You trained this pilot entirely in `Unity`, didn't you?
10 Million flight hours! I used **Synthetic Data Generation**.
I simulated wind, rain, snow, and even Godzilla attacks. This drone has seen everything.
It hasn't seen everything. It has seen a video game.
You trained it on your own imagination.
Data is data, Kurumi! The math is the same!
Launching in 3... 2... 1...
But... but...
In the simulation, it dodged lasers!
In the simulation, the air doesn't have turbulence unless you code it.
In the simulation, the gyroscope doesn't drift because of temperature changes.
I don't understand. The confidence score was 0.99! It *thought* it knew what to do!
That is exactly the problem.
When you flood the model with synthetic data, you create an echo chamber.
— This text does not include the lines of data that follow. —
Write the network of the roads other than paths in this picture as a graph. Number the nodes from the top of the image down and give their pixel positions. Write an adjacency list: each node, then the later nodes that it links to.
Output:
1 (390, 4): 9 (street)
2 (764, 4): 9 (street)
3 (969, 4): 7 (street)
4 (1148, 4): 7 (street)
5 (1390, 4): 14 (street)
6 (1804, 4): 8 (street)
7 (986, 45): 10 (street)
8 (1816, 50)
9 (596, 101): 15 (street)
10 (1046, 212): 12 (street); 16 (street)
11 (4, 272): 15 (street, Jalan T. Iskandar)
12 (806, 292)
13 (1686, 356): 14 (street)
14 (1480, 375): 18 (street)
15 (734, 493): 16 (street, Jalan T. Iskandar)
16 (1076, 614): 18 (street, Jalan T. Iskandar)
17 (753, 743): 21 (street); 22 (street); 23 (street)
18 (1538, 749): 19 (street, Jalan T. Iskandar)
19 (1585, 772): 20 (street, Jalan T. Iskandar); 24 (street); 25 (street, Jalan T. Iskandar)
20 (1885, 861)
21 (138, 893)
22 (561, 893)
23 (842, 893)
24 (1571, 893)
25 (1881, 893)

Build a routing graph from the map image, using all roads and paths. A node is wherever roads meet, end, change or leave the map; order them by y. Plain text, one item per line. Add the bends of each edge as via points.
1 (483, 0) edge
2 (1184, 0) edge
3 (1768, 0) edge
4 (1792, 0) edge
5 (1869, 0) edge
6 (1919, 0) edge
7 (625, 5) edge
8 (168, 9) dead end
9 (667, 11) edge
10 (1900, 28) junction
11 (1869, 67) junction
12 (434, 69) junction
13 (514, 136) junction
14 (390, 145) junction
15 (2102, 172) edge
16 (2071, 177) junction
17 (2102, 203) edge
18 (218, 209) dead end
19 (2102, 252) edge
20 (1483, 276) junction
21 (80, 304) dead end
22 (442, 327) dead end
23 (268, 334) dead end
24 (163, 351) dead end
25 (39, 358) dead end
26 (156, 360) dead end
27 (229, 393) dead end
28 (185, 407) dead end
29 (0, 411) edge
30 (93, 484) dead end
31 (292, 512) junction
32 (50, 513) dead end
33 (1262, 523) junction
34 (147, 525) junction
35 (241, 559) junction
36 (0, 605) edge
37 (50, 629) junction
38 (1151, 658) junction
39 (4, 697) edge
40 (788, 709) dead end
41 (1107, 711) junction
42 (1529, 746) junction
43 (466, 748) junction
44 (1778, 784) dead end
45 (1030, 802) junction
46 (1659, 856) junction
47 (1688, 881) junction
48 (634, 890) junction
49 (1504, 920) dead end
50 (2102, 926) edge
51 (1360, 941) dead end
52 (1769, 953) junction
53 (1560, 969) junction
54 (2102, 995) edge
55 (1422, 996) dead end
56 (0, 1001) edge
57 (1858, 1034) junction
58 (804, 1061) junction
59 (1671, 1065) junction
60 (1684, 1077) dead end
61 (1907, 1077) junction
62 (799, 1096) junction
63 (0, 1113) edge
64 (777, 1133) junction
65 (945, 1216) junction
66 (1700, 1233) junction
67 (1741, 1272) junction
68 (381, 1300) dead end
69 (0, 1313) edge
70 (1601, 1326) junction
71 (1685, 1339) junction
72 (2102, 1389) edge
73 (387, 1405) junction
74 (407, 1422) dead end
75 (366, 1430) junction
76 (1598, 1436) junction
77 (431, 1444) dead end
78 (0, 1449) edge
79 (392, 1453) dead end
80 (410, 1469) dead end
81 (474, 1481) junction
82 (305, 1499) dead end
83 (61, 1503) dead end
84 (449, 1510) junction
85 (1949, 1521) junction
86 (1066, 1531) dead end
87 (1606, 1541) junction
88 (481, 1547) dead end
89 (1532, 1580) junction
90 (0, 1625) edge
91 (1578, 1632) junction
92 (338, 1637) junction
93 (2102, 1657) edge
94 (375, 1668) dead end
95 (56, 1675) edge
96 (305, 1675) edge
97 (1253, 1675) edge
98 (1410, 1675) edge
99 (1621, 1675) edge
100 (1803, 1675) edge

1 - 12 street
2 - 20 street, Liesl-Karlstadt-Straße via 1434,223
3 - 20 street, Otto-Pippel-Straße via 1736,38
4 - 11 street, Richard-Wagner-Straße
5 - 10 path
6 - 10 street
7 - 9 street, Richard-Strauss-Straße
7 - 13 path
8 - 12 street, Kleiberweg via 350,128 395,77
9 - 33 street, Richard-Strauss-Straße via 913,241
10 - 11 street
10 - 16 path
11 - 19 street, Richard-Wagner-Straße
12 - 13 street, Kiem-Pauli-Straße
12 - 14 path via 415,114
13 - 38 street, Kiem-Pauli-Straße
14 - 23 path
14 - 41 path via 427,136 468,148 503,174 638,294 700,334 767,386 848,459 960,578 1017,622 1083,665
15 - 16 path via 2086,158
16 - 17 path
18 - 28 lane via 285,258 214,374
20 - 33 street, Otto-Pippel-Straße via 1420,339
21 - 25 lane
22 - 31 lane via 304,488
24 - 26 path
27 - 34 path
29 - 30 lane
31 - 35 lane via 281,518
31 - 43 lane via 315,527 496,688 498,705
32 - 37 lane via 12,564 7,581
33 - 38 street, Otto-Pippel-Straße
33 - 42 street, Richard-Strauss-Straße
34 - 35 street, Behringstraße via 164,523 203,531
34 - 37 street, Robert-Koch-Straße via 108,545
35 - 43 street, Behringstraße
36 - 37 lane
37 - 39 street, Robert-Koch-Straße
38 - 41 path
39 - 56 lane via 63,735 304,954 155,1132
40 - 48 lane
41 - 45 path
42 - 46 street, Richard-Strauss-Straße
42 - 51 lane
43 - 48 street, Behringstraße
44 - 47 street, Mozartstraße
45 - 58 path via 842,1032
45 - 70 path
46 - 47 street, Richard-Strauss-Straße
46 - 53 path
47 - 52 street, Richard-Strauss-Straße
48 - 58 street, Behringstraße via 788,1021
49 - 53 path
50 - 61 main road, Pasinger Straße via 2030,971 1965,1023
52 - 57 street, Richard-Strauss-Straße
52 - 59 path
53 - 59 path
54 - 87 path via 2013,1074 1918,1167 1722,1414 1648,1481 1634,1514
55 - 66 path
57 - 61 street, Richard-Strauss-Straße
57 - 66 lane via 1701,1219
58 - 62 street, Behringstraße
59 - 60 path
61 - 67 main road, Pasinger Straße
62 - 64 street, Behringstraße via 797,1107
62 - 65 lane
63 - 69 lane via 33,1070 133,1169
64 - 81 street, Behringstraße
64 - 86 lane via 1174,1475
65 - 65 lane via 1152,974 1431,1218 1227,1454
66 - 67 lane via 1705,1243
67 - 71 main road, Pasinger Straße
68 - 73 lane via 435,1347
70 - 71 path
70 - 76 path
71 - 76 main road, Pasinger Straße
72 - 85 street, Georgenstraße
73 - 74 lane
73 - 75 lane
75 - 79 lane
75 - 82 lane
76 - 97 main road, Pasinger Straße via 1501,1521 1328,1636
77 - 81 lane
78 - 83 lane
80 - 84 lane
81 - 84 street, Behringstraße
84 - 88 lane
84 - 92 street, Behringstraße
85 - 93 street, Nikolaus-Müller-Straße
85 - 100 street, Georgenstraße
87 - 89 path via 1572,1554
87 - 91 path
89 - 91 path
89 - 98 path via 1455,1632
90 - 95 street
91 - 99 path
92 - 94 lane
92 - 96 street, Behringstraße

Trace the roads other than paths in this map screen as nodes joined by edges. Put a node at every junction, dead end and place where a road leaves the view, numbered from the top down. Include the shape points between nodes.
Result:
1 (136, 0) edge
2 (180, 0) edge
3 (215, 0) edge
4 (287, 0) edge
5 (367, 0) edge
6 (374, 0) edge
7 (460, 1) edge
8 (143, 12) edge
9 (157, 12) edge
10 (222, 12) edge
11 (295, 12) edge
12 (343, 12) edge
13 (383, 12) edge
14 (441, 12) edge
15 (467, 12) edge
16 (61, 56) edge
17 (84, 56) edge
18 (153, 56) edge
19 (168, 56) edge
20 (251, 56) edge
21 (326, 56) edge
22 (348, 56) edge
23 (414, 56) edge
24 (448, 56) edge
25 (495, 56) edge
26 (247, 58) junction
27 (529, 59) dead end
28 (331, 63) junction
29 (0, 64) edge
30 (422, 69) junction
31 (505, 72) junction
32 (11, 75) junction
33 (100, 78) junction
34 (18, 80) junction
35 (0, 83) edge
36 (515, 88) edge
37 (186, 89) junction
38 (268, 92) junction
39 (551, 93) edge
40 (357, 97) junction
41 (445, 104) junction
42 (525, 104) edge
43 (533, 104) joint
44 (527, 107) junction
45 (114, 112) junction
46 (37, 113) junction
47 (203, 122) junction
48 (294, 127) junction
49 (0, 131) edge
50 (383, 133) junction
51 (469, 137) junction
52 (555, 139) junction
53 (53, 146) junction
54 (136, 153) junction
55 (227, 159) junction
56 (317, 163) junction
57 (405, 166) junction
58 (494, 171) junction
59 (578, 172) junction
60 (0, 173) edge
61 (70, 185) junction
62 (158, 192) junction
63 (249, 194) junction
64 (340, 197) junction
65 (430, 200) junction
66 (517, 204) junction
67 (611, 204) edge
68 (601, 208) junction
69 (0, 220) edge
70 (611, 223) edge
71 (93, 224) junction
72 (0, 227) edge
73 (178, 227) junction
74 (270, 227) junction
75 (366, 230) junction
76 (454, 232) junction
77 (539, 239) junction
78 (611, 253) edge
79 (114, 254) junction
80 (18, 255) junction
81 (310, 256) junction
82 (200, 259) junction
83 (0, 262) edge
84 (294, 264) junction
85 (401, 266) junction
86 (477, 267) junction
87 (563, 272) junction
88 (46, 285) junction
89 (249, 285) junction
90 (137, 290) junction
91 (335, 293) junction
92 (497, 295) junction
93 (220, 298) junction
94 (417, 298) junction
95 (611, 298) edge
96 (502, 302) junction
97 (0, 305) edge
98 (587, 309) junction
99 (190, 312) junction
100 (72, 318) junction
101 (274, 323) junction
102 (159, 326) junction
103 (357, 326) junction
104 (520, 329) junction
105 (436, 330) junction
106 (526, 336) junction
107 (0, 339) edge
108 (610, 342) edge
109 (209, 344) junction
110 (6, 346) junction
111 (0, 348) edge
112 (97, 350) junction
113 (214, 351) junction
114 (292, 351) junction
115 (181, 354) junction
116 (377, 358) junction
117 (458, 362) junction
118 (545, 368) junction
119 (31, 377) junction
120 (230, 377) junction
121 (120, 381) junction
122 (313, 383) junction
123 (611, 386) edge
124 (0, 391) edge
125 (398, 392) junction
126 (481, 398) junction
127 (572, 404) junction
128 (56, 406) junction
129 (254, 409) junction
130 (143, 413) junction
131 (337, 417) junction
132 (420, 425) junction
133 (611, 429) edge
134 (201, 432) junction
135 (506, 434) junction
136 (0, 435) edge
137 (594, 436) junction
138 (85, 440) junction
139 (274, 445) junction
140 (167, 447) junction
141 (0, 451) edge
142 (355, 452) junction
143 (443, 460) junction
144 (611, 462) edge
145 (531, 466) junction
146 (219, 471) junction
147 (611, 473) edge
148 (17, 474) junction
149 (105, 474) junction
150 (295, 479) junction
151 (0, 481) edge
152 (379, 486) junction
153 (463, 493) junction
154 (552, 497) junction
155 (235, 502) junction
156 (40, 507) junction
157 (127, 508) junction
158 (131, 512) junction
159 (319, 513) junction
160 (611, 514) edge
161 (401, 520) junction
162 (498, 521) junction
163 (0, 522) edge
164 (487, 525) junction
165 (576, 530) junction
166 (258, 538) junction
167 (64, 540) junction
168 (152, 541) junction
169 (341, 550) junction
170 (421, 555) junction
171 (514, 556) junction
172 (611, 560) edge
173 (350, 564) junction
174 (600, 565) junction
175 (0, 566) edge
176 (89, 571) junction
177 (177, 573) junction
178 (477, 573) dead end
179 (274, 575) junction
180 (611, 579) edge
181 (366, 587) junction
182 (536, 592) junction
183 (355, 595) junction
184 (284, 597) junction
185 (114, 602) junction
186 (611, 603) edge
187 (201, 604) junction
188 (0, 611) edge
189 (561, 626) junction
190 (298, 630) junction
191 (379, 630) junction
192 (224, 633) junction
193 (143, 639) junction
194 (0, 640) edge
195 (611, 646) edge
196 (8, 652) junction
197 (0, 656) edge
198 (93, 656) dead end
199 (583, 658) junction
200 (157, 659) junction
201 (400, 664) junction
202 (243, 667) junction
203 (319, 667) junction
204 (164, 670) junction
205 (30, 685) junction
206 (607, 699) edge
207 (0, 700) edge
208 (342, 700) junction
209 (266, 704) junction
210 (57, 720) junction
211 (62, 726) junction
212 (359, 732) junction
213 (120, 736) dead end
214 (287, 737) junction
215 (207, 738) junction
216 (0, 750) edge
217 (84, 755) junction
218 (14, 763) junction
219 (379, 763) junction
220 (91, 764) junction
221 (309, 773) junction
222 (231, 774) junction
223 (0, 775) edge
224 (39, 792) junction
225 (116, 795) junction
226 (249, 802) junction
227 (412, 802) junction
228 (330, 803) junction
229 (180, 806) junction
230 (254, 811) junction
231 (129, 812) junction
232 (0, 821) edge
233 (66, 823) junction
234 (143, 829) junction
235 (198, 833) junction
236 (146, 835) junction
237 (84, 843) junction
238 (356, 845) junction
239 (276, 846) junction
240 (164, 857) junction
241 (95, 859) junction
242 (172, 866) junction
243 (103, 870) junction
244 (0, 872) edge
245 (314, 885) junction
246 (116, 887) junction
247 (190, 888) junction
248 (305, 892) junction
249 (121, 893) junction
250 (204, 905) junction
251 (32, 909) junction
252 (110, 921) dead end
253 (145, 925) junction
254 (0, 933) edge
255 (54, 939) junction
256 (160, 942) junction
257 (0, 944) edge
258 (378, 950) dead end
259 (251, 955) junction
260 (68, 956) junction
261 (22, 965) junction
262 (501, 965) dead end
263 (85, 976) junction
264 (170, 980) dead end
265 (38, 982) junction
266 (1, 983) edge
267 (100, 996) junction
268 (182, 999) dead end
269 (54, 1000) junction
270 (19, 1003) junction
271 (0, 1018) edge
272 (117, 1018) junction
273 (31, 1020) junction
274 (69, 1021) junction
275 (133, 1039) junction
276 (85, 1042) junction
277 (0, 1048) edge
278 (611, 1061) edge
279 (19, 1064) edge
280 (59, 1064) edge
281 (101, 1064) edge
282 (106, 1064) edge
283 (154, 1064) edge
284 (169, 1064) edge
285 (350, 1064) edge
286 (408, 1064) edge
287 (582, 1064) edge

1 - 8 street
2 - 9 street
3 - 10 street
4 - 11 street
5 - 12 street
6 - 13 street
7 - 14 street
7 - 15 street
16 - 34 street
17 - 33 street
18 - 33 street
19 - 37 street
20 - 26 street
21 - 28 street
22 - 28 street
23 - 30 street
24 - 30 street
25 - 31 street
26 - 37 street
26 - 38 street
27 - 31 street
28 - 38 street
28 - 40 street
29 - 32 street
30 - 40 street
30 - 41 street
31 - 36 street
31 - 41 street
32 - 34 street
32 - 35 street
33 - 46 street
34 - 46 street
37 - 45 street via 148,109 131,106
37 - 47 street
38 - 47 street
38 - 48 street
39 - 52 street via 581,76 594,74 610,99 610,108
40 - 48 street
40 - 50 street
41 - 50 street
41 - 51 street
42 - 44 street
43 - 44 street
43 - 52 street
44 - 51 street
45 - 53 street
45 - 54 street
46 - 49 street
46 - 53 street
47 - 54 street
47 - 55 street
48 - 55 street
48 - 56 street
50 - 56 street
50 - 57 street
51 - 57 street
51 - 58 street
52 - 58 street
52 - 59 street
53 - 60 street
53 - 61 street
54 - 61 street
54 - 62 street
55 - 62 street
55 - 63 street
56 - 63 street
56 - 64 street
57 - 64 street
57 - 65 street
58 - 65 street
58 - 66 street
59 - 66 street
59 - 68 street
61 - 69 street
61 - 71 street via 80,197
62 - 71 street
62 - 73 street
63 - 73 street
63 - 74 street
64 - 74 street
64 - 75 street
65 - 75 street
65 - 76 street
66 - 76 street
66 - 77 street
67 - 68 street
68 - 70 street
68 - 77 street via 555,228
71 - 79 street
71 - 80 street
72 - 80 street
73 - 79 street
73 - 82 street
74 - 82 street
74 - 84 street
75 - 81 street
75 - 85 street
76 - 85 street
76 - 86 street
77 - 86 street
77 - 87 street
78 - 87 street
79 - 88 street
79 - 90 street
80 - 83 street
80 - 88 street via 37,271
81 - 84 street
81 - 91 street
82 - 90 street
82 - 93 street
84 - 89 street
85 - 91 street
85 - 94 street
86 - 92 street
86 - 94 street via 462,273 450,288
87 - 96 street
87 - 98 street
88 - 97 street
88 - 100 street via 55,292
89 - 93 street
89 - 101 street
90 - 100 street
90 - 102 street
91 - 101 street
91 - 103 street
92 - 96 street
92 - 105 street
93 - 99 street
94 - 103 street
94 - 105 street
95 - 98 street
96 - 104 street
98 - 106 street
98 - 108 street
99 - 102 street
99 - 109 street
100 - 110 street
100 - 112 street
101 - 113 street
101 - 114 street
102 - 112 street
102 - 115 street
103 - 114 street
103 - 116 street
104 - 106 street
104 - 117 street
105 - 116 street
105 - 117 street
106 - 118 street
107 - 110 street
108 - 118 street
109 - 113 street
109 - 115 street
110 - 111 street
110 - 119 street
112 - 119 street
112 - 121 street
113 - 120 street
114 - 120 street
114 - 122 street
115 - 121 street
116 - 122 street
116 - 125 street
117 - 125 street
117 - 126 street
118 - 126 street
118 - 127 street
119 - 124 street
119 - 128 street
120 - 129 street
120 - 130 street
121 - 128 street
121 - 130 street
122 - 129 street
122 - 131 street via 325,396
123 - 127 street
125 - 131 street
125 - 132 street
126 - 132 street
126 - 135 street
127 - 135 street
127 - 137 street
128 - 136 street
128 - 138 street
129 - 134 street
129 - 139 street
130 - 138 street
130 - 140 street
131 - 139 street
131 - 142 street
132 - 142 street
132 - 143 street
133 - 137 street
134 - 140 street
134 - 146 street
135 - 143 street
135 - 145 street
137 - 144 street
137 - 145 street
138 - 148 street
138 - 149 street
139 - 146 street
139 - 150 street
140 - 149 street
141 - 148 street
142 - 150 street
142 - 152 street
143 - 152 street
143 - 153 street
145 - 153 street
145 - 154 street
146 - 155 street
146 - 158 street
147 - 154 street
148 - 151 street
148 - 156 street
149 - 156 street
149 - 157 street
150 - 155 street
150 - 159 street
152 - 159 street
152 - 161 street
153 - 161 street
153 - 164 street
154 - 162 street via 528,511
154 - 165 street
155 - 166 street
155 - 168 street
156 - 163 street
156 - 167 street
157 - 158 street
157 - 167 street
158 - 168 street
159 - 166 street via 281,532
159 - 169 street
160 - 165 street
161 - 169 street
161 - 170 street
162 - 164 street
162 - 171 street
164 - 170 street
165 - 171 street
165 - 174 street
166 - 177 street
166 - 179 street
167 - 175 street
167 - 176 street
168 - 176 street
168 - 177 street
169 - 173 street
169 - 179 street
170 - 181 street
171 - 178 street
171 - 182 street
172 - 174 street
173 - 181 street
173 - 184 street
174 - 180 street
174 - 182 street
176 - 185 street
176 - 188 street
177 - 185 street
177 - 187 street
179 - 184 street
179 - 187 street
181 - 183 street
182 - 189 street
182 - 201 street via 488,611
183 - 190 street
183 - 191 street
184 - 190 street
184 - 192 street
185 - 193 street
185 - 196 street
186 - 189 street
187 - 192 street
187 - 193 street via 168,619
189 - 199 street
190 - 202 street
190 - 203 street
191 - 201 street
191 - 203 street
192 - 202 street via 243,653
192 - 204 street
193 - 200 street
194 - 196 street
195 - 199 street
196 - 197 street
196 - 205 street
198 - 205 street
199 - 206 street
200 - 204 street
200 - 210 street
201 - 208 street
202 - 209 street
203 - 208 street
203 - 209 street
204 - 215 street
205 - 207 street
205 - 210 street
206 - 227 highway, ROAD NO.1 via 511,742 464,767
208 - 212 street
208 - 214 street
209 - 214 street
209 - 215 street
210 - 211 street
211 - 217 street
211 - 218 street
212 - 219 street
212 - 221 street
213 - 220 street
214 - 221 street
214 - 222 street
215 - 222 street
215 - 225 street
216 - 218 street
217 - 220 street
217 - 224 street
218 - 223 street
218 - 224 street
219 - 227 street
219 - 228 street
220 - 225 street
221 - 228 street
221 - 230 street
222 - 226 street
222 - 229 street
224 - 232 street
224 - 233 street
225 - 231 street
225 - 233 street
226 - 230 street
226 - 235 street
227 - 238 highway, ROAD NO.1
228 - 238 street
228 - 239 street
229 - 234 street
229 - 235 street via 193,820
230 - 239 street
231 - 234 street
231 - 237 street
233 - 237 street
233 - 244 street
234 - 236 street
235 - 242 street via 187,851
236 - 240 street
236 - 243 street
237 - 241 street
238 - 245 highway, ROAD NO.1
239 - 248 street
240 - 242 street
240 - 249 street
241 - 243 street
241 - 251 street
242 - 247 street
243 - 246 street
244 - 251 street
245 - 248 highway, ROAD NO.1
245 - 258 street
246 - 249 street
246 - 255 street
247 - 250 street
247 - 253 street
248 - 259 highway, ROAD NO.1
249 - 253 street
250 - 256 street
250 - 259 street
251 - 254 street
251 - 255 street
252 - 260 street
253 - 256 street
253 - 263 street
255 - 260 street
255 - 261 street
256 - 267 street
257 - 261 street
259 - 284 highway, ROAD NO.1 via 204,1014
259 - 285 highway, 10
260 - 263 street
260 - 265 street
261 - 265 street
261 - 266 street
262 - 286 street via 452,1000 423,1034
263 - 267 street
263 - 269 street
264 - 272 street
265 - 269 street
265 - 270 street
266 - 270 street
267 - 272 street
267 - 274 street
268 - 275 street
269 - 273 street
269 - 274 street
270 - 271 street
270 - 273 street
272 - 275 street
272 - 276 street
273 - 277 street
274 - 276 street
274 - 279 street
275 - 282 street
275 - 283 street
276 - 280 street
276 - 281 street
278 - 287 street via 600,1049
The model hears the same simplified message a million times. It becomes **Overconfident**.
It mistakes 'Repetition' for 'Truth.'
Look at the camera feed. See that grain? That's **Sensor Noise**.
It's just a little static.
Your synthetic data was perfect. Zero noise.
Your model learned to navigate using *perfect pixels*.
To the model, this 'static' looks like obstacles. It looks like the world is dissolving.
It panicked because it has never seen a 'dirty' pixel before.
But I added Gaussian noise to the simulation! I added blur!
Real noise isn't Gaussian, Shez.
Real noise is Poisson. It depends on the light level. It depends on the heat of the sensor.
This is **Distributional Shift**.
Your model spent 10 million hours learning Curve A.
It optimized its weights to be a god in Curve A.
When you put it in Curve B (Reality), its 'Prior Beliefs' are so strong that it ignores the new data.
It tries to force reality to fit the simulation.
The map says there should be a farm here! Why is there a skyscraper?!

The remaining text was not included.